Here are answers to some of the most common questions church leaders ask:

Do all states require child abuse reporting?
All states require child abuse reporting from mandatory reporters. Many people mistakenly think you must have actual knowledge of abuse in order to report. Having reasonable suspicion of abuse is enough reason to report.

Who is a mandatory reporter?
In addition to doctors, teachers, and childcare workers, many states now consider everyone a mandatory reporter. It is imperative to know whether or not you are a mandatory reporter in your state.

Learn your state’s requirements at
For ministers: Clergy as Mandatory Reporters of Child Abuse and Neglect.
For all other individuals: Mandatory Reporters of Child Abuse and Neglect.

What is reportable child abuse?
Reportable child abuse includes sexual abuse, physical abuse, emotional abuse, and neglect. Neglect is the most common type of abuse, involved in almost 80% of reports.

What is the impact of state child abuse reporting laws on ministers?
Ministers often receive information about child abuse because of their roles as spiritual advisors. Because of their exposure to such information, it’s essential for ministers to understand their child abuse reporting duties under state law. It may be tempting to treat the abuse as an internal matter of church discipline. However, that response is not enough if you are a mandatory reporter. Depending on the state, mandatory reporters may also include church staff and volunteers. If so, simply reporting child abuse to the senior pastor of the church does not relieve these individuals of their duty to report. A few states will allow a church to designate a staff member, such as the lead pastor, to whom abuse can be reported in lieu of calling the hotline. In most states, however, this does not relieve a mandatory reporter of the duty to report to the state.

How does the clergy-penitent privilege apply?
Thirty-two states have enacted laws excusing clergy from the duty to report information obtained in the course of a privileged conversation between the minister and an individual seeking spiritual advice. In these states, ministers would not be required by law to report child abuse, even if they are a mandatory reporter. But caution must be exercised. First, make sure you thoroughly understand your state's clergy-penitent privilege statute. You may need to seek legal advice to know if the statute applies to the situation. Second, even if the privilege excuses you from reporting, consider the sleep test. It’s simple: Will you be able to sleep at night if you don't report the abuse?

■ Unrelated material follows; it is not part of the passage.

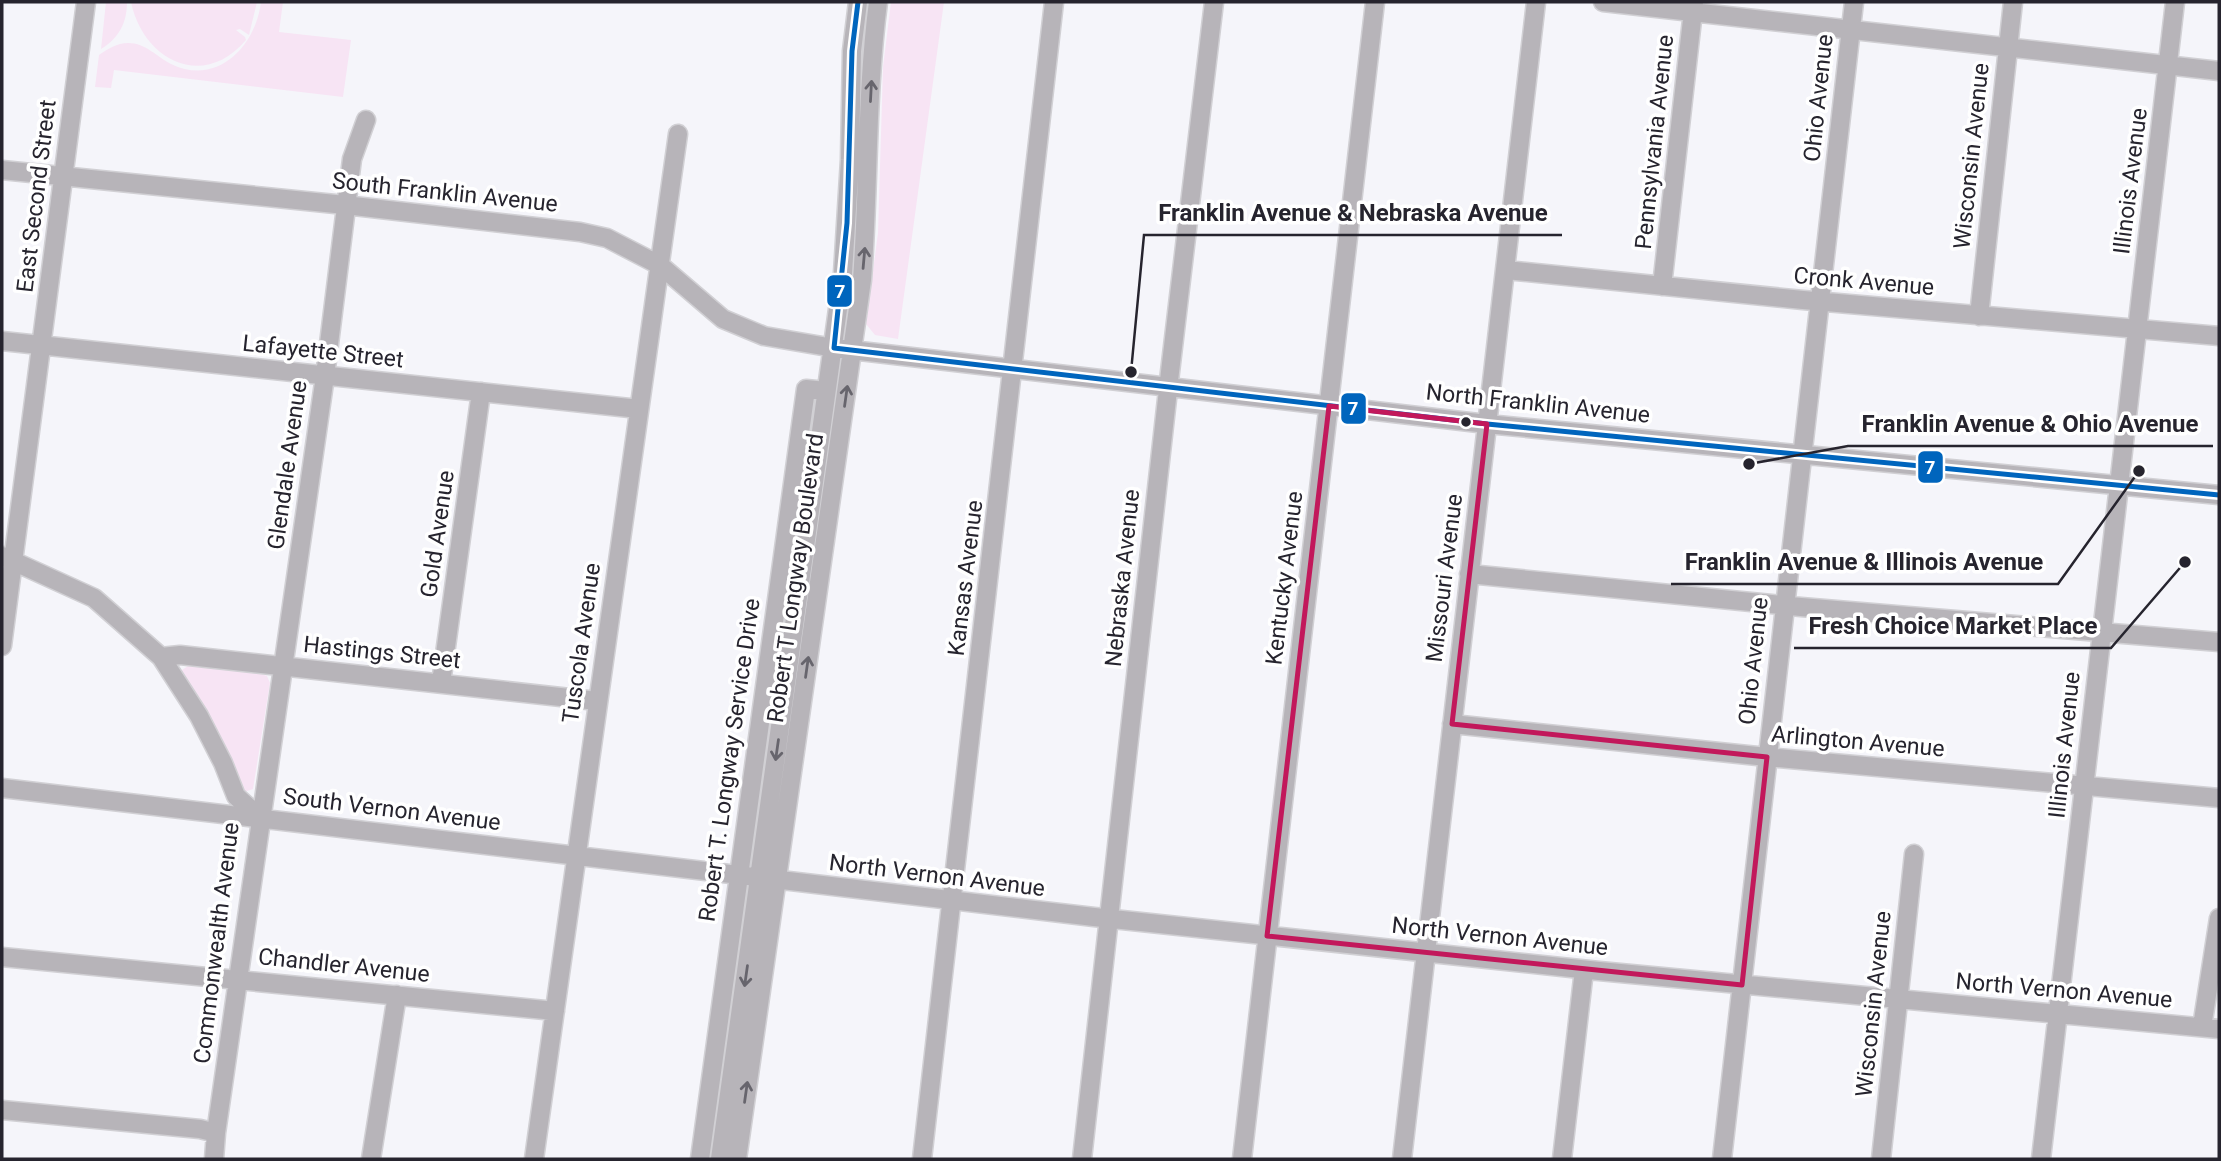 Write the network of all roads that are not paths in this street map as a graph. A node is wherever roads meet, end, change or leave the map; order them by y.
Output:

How do I report child abuse?
Call the child abuse hotline in your state. Find your state’s hotline here.

Several states also allow individuals to report child abuse to a law enforcement officer directly.

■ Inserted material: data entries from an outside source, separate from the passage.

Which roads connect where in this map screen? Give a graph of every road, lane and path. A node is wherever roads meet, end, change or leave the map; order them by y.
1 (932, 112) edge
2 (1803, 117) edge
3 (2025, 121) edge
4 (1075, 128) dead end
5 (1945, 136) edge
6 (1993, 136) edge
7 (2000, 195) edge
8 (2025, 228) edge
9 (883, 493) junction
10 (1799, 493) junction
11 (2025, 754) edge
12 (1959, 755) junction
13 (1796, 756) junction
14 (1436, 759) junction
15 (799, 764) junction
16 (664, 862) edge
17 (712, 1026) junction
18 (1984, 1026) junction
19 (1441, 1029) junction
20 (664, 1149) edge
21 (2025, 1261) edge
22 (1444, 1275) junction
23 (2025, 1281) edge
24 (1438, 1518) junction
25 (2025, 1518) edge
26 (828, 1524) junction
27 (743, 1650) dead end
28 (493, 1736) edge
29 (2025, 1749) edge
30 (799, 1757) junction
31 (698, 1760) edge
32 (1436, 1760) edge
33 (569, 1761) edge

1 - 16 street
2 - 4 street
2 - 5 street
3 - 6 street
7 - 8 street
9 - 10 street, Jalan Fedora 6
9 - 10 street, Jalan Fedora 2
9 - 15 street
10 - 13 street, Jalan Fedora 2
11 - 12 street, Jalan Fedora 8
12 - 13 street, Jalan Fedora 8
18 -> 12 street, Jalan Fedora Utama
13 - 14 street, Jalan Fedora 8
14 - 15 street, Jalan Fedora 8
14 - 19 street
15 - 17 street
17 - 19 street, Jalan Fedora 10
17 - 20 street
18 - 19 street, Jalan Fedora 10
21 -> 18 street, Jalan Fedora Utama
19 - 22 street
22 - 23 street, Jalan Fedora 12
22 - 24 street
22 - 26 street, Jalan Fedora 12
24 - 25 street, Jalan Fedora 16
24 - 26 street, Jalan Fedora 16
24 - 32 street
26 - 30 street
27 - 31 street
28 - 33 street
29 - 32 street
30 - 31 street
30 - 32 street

What are the risks of not reporting?
If you are a mandatory reporter, failing to report child abuse will expose you to a criminal penalty (usually a misdemeanor) under state law. In some states, mandatory child abuse reporters are also subject to civil liability for failing to report.

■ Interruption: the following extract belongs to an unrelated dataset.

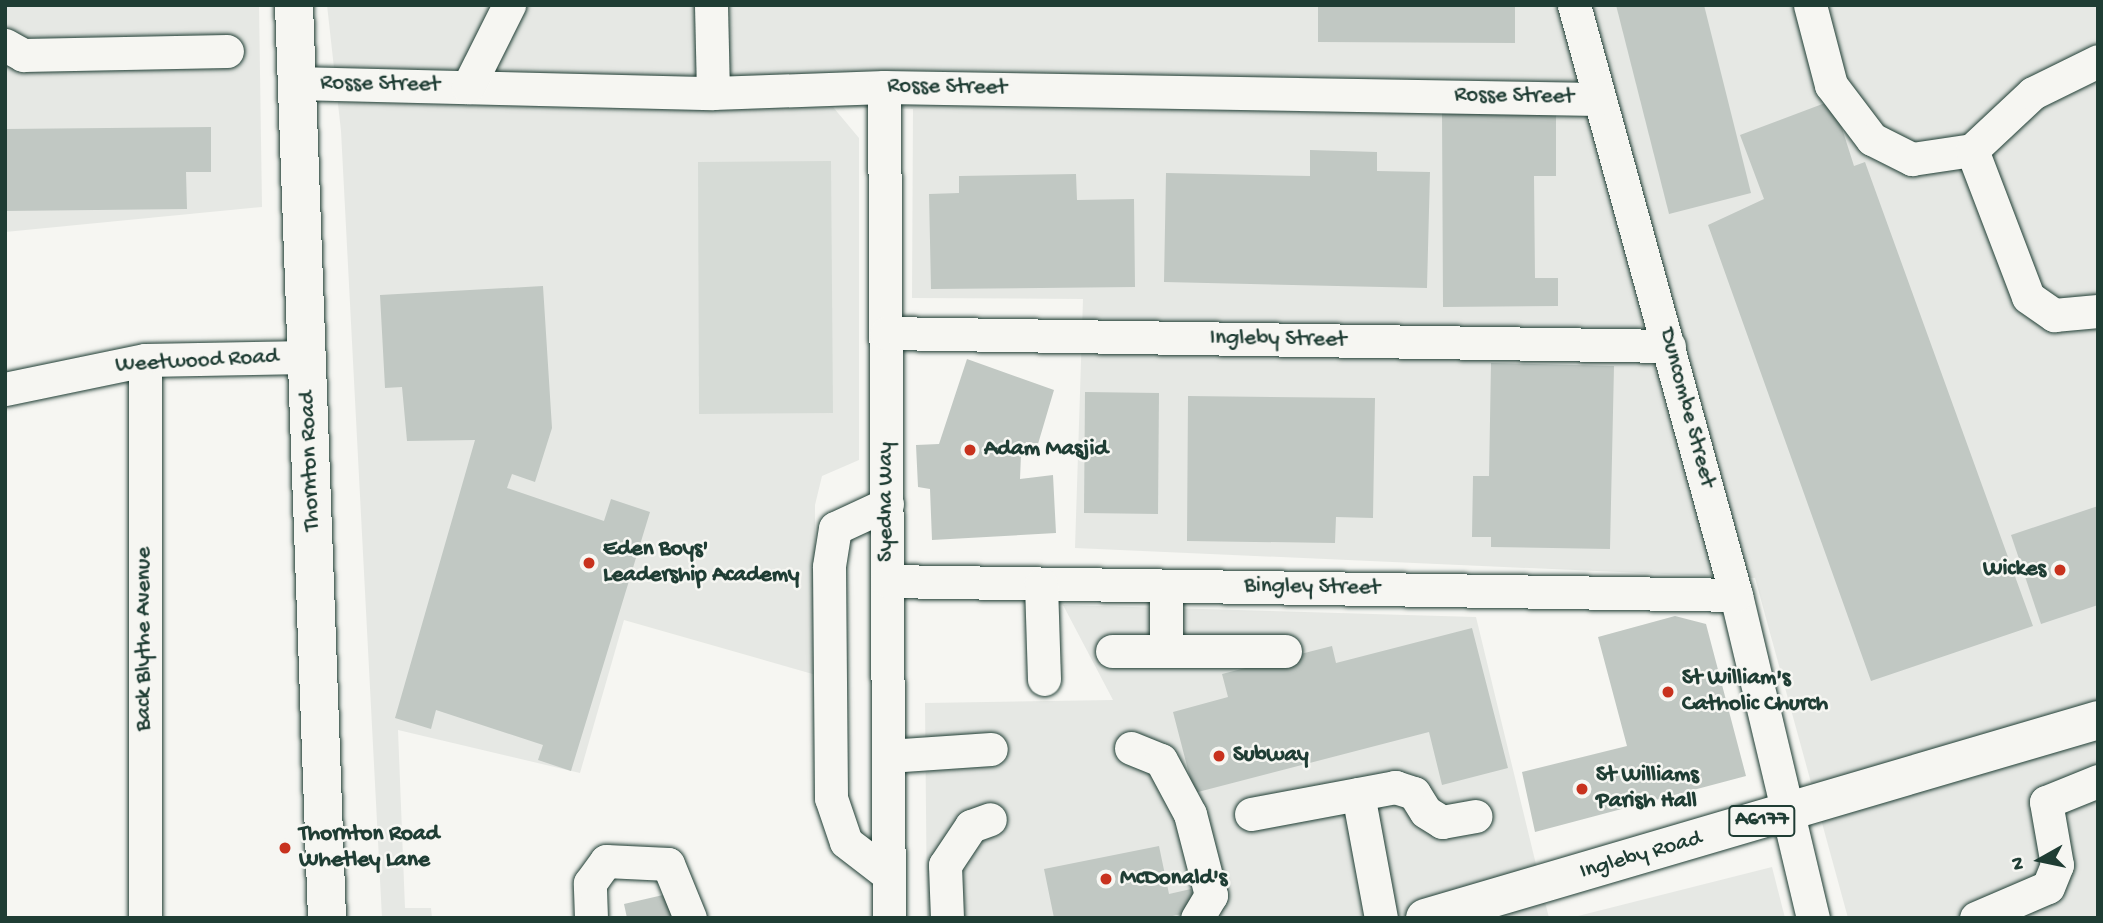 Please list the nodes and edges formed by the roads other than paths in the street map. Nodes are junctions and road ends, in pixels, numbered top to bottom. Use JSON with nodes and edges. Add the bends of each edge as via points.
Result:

It’s important to note that every state supplies mandatory reporters with limited liability immunity if the abuse report is never substantiated. This protects you from being sued for a report made in good faith, even if the allegations were false.

How to Respond to Allegations of Child Abuse

When presented with information about potential child abuse, answering the following questions will help you respond properly, as you strive to protect the victim, your church, and yourself:

  1. Am I a mandatory or permissive reporter under state law? Find out here.
  2. Do the allegations constitute child abuse as defined under state law?
  3. Do I have reasonable cause to believe abuse has occurred?
  4. Does the clergy-penitent privilege protect me from disclosing this information?
  5. Did the alleged abuse involve pedophilic behavior (sexual contact with a pre-adolescent child)?
  6. Do I have any risk of civil liability under state law if I choose not to report the abuse?
  7. Should I discuss the available evidence with the state agency that receives child abuse reports to determine whether the agency believes that a report should be filed?
  8. Should I try to persuade the informant to report the abuse?
  9. Can child abuse be reported to law enforcement officials in my state?